WORK TASK ▸
Please retype the records below exactly as they appear, but leave out the pictures.

Start of AVAILABLE RECORDS

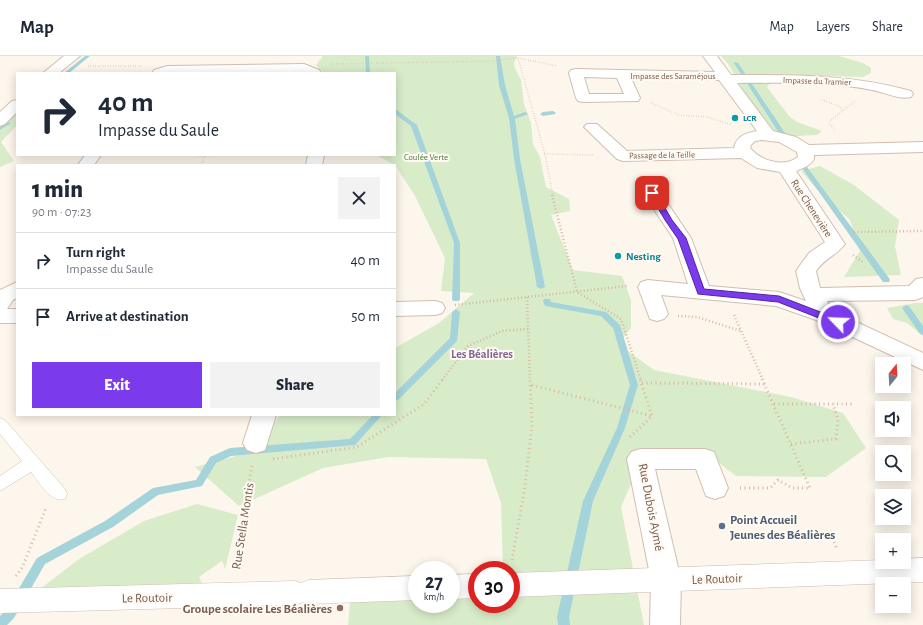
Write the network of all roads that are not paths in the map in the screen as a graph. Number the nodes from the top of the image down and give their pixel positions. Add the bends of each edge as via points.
1 (710, 56) edge
2 (77, 61) edge
3 (167, 66) edge
4 (52, 72) edge
5 (312, 72) edge
6 (623, 75) dead end
7 (724, 77) junction
8 (906, 94) dead end
9 (16, 105) edge
10 (0, 121) edge
11 (592, 127) dead end
12 (768, 135) junction
13 (923, 147) edge
14 (805, 150) junction
15 (744, 153) junction
16 (785, 167) junction
17 (652, 193) dead end
18 (923, 284) edge
19 (16, 289) edge
20 (701, 292) junction
21 (814, 295) junction
22 (0, 304) edge
23 (435, 308) road end
24 (396, 309) edge
25 (657, 314) road end
26 (0, 316) edge
27 (16, 316) edge
28 (823, 316) junction
29 (923, 362) edge
30 (264, 416) edge
31 (0, 424) edge
32 (259, 455) road end
33 (32, 463) junction
34 (0, 484) edge
35 (715, 488) road end
36 (59, 494) road end
37 (923, 570) edge
38 (520, 577) edge
39 (666, 580) junction
40 (408, 589) edge
41 (5, 593) edge
42 (665, 625) edge

1 - 7 street
2 - 4 street
3 - 5 street via 304,68
6 - 7 street, Impasse des Saraméjous
7 - 8 street, Impasse du Tramier via 848,81 886,87
7 - 12 street
9 - 10 street
11 - 15 street, Passage de la Teille via 622,156
12 - 14 street via 793,141
12 - 15 street via 745,140 741,146
13 - 14 street
14 - 16 street via 806,159 803,163
15 - 16 street via 762,163
16 - 21 street, Rue Chenevière via 835,244 816,258 806,271
17 - 20 street via 682,238
18 - 21 street via 915,293
19 - 22 street via 6,294
20 - 25 street via 648,287
20 - 28 street via 779,299
21 - 28 street, Rue Chenevière
23 - 24 street
26 - 27 street
28 - 29 street
30 - 32 street
31 - 33 lane
33 - 34 lane
33 - 36 lane
35 - 39 street, Rue Dubois Aymé via 704,458 640,459
37 - 39 street, Le Routoir
38 - 39 street, Le Routoir via 546,584
39 - 42 street, Rue Dubois Aymé
40 - 41 street, Le Routoir via 311,595 30,600

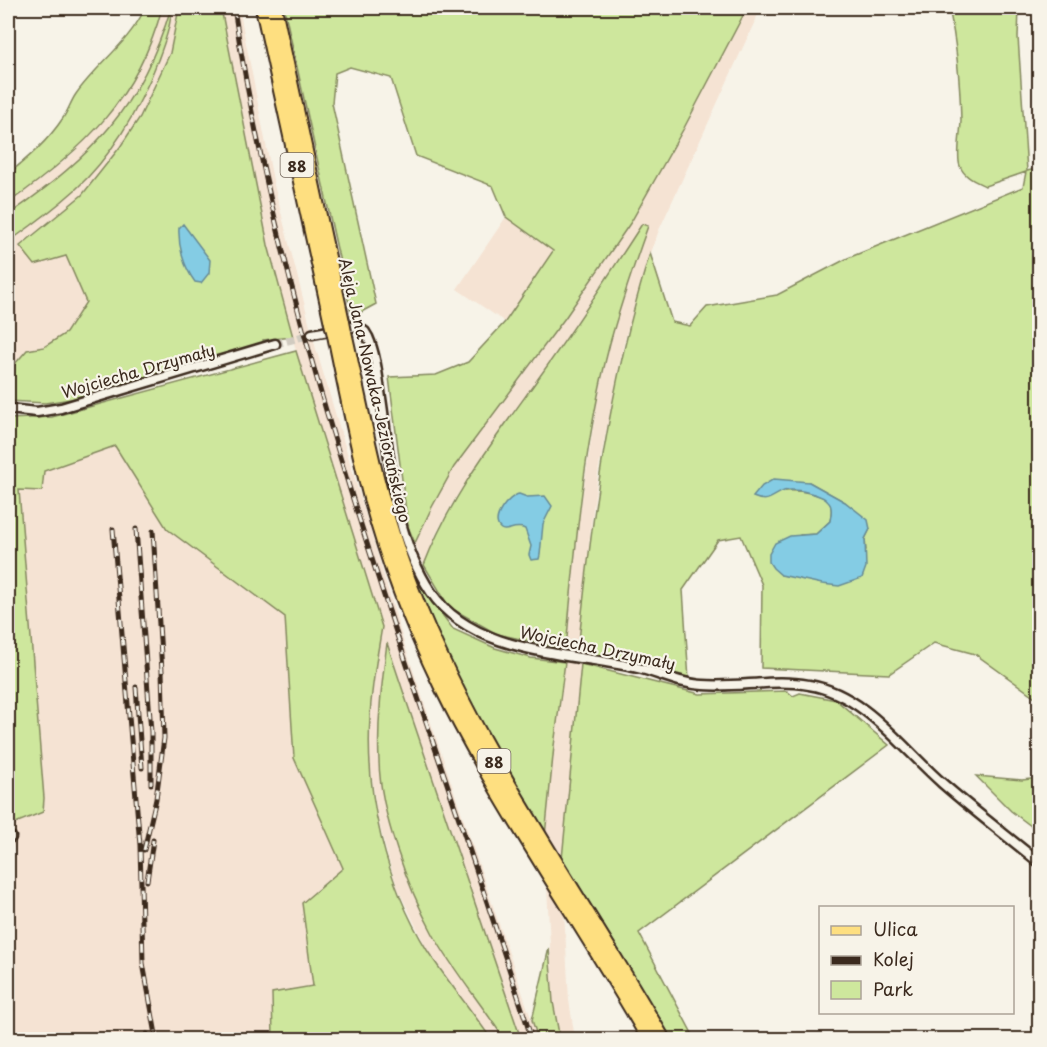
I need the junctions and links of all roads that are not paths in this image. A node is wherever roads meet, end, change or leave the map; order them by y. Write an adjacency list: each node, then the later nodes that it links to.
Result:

End of AVAILABLE RECORDS

EXERCISE RESPONSE ▸
Write the network of all roads that are not paths in the map in the screen as a graph. Number the nodes from the top of the image down and give their pixel positions. Add the bends of each edge as via points.
1 (710, 56) edge
2 (77, 61) edge
3 (167, 66) edge
4 (52, 72) edge
5 (312, 72) edge
6 (623, 75) dead end
7 (724, 77) junction
8 (906, 94) dead end
9 (16, 105) edge
10 (0, 121) edge
11 (592, 127) dead end
12 (768, 135) junction
13 (923, 147) edge
14 (805, 150) junction
15 (744, 153) junction
16 (785, 167) junction
17 (652, 193) dead end
18 (923, 284) edge
19 (16, 289) edge
20 (701, 292) junction
21 (814, 295) junction
22 (0, 304) edge
23 (435, 308) road end
24 (396, 309) edge
25 (657, 314) road end
26 (0, 316) edge
27 (16, 316) edge
28 (823, 316) junction
29 (923, 362) edge
30 (264, 416) edge
31 (0, 424) edge
32 (259, 455) road end
33 (32, 463) junction
34 (0, 484) edge
35 (715, 488) road end
36 (59, 494) road end
37 (923, 570) edge
38 (520, 577) edge
39 (666, 580) junction
40 (408, 589) edge
41 (5, 593) edge
42 (665, 625) edge

1 - 7 street
2 - 4 street
3 - 5 street via 304,68
6 - 7 street, Impasse des Saraméjous
7 - 8 street, Impasse du Tramier via 848,81 886,87
7 - 12 street
9 - 10 street
11 - 15 street, Passage de la Teille via 622,156
12 - 14 street via 793,141
12 - 15 street via 745,140 741,146
13 - 14 street
14 - 16 street via 806,159 803,163
15 - 16 street via 762,163
16 - 21 street, Rue Chenevière via 835,244 816,258 806,271
17 - 20 street via 682,238
18 - 21 street via 915,293
19 - 22 street via 6,294
20 - 25 street via 648,287
20 - 28 street via 779,299
21 - 28 street, Rue Chenevière
23 - 24 street
26 - 27 street
28 - 29 street
30 - 32 street
31 - 33 lane
33 - 34 lane
33 - 36 lane
35 - 39 street, Rue Dubois Aymé via 704,458 640,459
37 - 39 street, Le Routoir
38 - 39 street, Le Routoir via 546,584
39 - 42 street, Rue Dubois Aymé
40 - 41 street, Le Routoir via 311,595 30,600

I need the junctions and links of all roads that are not paths in this image. A node is wherever roads meet, end, change or leave the map; order them by y. Write an adjacency list: each node, then the later nodes that it links to.
Result:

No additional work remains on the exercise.